**Work instruction**
Skip all lines in the entries below that come before the one containing "Serialize what can". Repeat that line and the rest exactly.

[Collected data]
┄┄┄┄┄┄┄┄┄┄┄┄┄┄┄┄┄┄┄┄
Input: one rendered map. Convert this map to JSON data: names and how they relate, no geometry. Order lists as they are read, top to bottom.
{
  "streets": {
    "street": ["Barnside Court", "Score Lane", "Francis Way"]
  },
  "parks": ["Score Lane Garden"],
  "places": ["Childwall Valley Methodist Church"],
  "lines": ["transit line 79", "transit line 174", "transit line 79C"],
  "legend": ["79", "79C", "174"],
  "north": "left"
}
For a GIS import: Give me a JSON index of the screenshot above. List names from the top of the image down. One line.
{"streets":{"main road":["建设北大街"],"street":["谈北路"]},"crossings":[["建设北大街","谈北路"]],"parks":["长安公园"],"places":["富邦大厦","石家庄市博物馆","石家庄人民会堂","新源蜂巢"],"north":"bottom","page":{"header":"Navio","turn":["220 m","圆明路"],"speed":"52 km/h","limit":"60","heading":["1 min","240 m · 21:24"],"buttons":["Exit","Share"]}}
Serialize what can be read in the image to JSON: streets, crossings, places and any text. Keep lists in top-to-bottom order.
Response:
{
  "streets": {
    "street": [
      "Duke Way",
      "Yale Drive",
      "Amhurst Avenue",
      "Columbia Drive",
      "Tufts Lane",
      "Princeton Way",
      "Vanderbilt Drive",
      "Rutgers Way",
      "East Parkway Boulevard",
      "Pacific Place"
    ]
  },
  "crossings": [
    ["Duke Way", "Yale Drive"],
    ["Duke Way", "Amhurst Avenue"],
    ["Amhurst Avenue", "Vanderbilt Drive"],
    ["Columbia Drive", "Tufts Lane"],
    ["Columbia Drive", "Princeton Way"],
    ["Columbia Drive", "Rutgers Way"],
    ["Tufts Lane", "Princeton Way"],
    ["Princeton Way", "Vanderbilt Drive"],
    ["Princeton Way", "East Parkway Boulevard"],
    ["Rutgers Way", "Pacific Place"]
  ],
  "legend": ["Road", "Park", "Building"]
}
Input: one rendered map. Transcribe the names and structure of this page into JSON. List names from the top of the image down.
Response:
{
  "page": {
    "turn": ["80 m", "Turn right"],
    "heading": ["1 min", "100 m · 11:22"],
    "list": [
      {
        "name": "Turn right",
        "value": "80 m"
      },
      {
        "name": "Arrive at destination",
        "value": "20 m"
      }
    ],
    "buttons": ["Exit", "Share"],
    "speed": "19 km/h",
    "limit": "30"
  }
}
┄┄┄┄┄┄┄┄┄┄┄┄┄┄┄┄┄┄┄┄
**Solution**
Serialize what can be read in the image to JSON: streets, crossings, places and any text. Keep lists in top-to-bottom order.
Response:
{
  "streets": {
    "street": [
      "Duke Way",
      "Yale Drive",
      "Amhurst Avenue",
      "Columbia Drive",
      "Tufts Lane",
      "Princeton Way",
      "Vanderbilt Drive",
      "Rutgers Way",
      "East Parkway Boulevard",
      "Pacific Place"
    ]
  },
  "crossings": [
    ["Duke Way", "Yale Drive"],
    ["Duke Way", "Amhurst Avenue"],
    ["Amhurst Avenue", "Vanderbilt Drive"],
    ["Columbia Drive", "Tufts Lane"],
    ["Columbia Drive", "Princeton Way"],
    ["Columbia Drive", "Rutgers Way"],
    ["Tufts Lane", "Princeton Way"],
    ["Princeton Way", "Vanderbilt Drive"],
    ["Princeton Way", "East Parkway Boulevard"],
    ["Rutgers Way", "Pacific Place"]
  ],
  "legend": ["Road", "Park", "Building"]
}
Input: one rendered map. Transcribe the names and structure of this page into JSON. List names from the top of the image down.
Response:
{
  "page": {
    "turn": ["80 m", "Turn right"],
    "heading": ["1 min", "100 m · 11:22"],
    "list": [
      {
        "name": "Turn right",
        "value": "80 m"
      },
      {
        "name": "Arrive at destination",
        "value": "20 m"
      }
    ],
    "buttons": ["Exit", "Share"],
    "speed": "19 km/h",
    "limit": "30"
  }
}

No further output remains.